Ninguno. No quiero decir que no haya programas valiosos, pero fíjate que a mí TV Azteca nunca me ha
convencido. Respeto su trabajo, pero no me gustan. No me gustan desde la imagen. Hay un programa bueno,
Con un nudo en la garganta. Me parece un buen programa,
Los protagonistas.
¿Qué te hace feliz?
Viajar.
¿Cocinas?
Sí, claro. Como buen yucateco mi fuerte es la cochinita pibil. La estoy reservando para cuando deje de ser periodista,
voy a poner un restaurante de cochinita pibil y entonces sí voy a ser famoso
(ríe).
¿Qué es lo que más recuerdas de hace un año en Afganistán?
Ha sido la mejor experiencia periodística en mi vida. Hay tres cosas que a mí nunca se me van a olvidar: una es
una mujer que sellama Najida, que conocí en un campo de refugiados de Jalalabad y me mató porque le pregunté:
oiga y qué le está dando a su hijo que tenía dos años y se estaba muriendo de neumonía. Y me contesta: "No tengo
más medicinas que un fuerte abrazo".
La segunda es un niño que se llama Surdan, que un día jugaba fuera de su casa, se encontró una mina
personal, la agarró y le explotó, le voló las dos piernas y un brazo.

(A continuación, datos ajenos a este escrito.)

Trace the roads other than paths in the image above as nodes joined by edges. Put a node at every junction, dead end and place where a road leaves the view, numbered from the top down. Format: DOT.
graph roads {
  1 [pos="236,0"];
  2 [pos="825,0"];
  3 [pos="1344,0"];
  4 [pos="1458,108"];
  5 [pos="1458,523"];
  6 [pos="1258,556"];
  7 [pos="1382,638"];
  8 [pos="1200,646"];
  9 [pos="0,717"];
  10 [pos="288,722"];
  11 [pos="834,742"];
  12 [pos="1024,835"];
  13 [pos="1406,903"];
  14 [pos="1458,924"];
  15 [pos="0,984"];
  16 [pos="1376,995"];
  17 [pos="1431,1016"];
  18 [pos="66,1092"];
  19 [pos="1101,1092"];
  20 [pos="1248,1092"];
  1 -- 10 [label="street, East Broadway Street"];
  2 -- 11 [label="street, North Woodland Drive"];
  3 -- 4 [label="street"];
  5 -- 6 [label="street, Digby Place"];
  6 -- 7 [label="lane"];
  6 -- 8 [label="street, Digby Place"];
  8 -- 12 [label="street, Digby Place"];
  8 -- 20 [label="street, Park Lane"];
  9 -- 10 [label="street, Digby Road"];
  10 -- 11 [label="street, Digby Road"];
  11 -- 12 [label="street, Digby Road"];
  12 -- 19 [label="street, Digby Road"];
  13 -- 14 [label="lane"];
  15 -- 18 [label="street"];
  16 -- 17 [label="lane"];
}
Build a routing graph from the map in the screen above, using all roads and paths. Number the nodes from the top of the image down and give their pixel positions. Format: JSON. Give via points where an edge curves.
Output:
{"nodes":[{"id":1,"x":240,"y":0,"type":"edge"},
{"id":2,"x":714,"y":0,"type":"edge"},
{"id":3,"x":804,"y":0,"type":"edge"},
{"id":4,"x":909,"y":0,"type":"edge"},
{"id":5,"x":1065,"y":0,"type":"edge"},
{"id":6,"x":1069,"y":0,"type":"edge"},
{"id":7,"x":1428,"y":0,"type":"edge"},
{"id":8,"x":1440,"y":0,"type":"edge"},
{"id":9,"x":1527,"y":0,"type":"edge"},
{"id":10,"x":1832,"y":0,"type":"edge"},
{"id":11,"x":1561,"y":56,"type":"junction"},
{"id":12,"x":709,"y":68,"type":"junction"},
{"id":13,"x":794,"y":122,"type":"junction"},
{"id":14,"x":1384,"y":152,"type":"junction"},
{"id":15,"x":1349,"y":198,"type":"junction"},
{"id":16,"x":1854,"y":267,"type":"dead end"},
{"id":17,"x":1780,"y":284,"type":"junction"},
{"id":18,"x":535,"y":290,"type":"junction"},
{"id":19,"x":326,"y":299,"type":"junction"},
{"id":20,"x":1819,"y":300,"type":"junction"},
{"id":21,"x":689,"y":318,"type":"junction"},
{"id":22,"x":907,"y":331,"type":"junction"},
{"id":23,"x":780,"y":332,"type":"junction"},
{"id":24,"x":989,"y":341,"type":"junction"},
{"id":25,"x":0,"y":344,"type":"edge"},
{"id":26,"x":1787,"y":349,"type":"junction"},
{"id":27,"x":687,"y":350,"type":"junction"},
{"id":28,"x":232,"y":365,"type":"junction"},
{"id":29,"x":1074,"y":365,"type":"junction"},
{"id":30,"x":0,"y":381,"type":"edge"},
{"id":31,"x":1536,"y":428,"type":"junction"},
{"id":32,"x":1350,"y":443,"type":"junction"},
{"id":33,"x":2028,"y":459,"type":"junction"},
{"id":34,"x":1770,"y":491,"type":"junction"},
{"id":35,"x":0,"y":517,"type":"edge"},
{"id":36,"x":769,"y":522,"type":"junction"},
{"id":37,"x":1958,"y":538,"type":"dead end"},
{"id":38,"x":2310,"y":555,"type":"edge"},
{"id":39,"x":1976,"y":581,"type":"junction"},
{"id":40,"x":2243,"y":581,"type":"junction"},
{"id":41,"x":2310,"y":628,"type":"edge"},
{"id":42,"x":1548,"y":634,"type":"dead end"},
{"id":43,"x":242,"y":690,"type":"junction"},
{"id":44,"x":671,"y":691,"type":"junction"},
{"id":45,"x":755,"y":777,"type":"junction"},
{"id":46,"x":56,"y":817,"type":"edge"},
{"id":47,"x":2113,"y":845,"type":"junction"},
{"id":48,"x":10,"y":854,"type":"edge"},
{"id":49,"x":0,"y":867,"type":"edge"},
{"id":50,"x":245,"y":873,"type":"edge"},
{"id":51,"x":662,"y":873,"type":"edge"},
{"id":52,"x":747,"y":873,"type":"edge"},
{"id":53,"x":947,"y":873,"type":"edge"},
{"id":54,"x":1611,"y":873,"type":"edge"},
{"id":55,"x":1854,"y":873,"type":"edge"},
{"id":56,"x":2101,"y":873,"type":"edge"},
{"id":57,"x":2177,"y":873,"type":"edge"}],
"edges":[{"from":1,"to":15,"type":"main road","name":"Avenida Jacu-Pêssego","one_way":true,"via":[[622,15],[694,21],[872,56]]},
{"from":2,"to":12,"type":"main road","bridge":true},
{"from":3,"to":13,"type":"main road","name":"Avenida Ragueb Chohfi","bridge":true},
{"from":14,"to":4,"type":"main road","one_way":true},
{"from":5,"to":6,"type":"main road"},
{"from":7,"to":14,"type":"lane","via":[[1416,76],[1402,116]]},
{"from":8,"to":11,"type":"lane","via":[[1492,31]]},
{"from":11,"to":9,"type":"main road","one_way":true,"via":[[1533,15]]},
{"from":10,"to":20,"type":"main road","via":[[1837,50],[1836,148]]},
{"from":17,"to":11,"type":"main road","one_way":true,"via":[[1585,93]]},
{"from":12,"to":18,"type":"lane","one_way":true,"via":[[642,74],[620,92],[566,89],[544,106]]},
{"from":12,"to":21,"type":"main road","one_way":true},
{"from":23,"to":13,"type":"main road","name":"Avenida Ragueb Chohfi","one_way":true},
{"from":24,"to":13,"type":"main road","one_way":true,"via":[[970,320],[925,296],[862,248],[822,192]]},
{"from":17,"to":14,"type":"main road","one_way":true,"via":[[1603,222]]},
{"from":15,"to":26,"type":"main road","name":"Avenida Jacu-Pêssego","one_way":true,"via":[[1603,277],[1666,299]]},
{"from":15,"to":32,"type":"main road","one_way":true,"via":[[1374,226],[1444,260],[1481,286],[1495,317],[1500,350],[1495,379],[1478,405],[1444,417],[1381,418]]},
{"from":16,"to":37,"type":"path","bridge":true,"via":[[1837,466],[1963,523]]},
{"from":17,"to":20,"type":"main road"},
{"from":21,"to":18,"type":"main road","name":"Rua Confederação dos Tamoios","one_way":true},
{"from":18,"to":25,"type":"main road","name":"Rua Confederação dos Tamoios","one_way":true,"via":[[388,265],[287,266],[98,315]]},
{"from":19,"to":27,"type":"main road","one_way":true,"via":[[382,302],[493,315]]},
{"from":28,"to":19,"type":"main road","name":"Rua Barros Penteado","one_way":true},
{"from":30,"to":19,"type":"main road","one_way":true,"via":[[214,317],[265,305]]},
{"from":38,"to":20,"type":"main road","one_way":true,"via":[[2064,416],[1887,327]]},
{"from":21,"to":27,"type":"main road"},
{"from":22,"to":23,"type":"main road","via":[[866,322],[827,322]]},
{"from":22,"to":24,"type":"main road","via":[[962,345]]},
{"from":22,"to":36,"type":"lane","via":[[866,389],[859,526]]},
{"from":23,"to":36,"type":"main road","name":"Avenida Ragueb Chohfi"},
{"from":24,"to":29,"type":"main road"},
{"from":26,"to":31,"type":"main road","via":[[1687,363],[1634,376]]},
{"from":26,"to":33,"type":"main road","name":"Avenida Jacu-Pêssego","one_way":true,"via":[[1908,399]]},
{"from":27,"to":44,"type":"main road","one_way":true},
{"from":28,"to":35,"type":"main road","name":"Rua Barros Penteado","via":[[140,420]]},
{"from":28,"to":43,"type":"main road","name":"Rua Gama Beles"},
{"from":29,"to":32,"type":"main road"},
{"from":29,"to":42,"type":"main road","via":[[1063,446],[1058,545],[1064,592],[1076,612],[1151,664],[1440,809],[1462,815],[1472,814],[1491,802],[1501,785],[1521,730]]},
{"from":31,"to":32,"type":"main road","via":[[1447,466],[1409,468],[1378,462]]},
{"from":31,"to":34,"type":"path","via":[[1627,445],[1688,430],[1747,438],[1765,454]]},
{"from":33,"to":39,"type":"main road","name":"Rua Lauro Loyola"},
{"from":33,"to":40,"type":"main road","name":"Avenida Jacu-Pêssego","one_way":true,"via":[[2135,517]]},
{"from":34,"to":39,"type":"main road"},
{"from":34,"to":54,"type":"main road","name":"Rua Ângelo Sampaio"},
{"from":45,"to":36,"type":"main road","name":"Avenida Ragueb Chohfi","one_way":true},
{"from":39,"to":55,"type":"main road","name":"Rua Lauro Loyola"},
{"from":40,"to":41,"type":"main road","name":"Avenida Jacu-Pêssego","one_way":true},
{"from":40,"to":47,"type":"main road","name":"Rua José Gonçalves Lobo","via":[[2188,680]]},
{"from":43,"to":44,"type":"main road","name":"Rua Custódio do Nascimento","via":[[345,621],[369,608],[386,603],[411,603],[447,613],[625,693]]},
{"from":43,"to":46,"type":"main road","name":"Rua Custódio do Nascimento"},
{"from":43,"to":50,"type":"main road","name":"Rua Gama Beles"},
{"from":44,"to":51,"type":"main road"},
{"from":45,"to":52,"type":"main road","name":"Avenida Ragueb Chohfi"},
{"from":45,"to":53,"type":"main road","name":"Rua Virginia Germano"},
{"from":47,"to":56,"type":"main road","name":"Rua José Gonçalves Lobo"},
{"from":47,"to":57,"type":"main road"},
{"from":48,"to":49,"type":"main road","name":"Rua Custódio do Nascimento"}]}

La tercera es una niña tan bonita de 12 años, le mataron a toda su familia, se tuvo que ir a pie 20 días y 20
noches, salió de Afganistán, llegó a Pakistán con unos dizque amigos de la familia y le dijeron sí, órale, te damos
albergue pero vas a tener que ser prostituta, cobra 30 pesos por hombre, se echaba hasta tres hombres por día.
Entonces, me di cuenta que esa es la verdadera cara de la guerra. La historia de los civiles de Afganistán es
una historia que no ha sido redimida, todo el mundo habla de los muertos el 11 de septiembre. Ver las bombas pasar, o sea, ver la guerra desde abajo es una experiencia impresionante.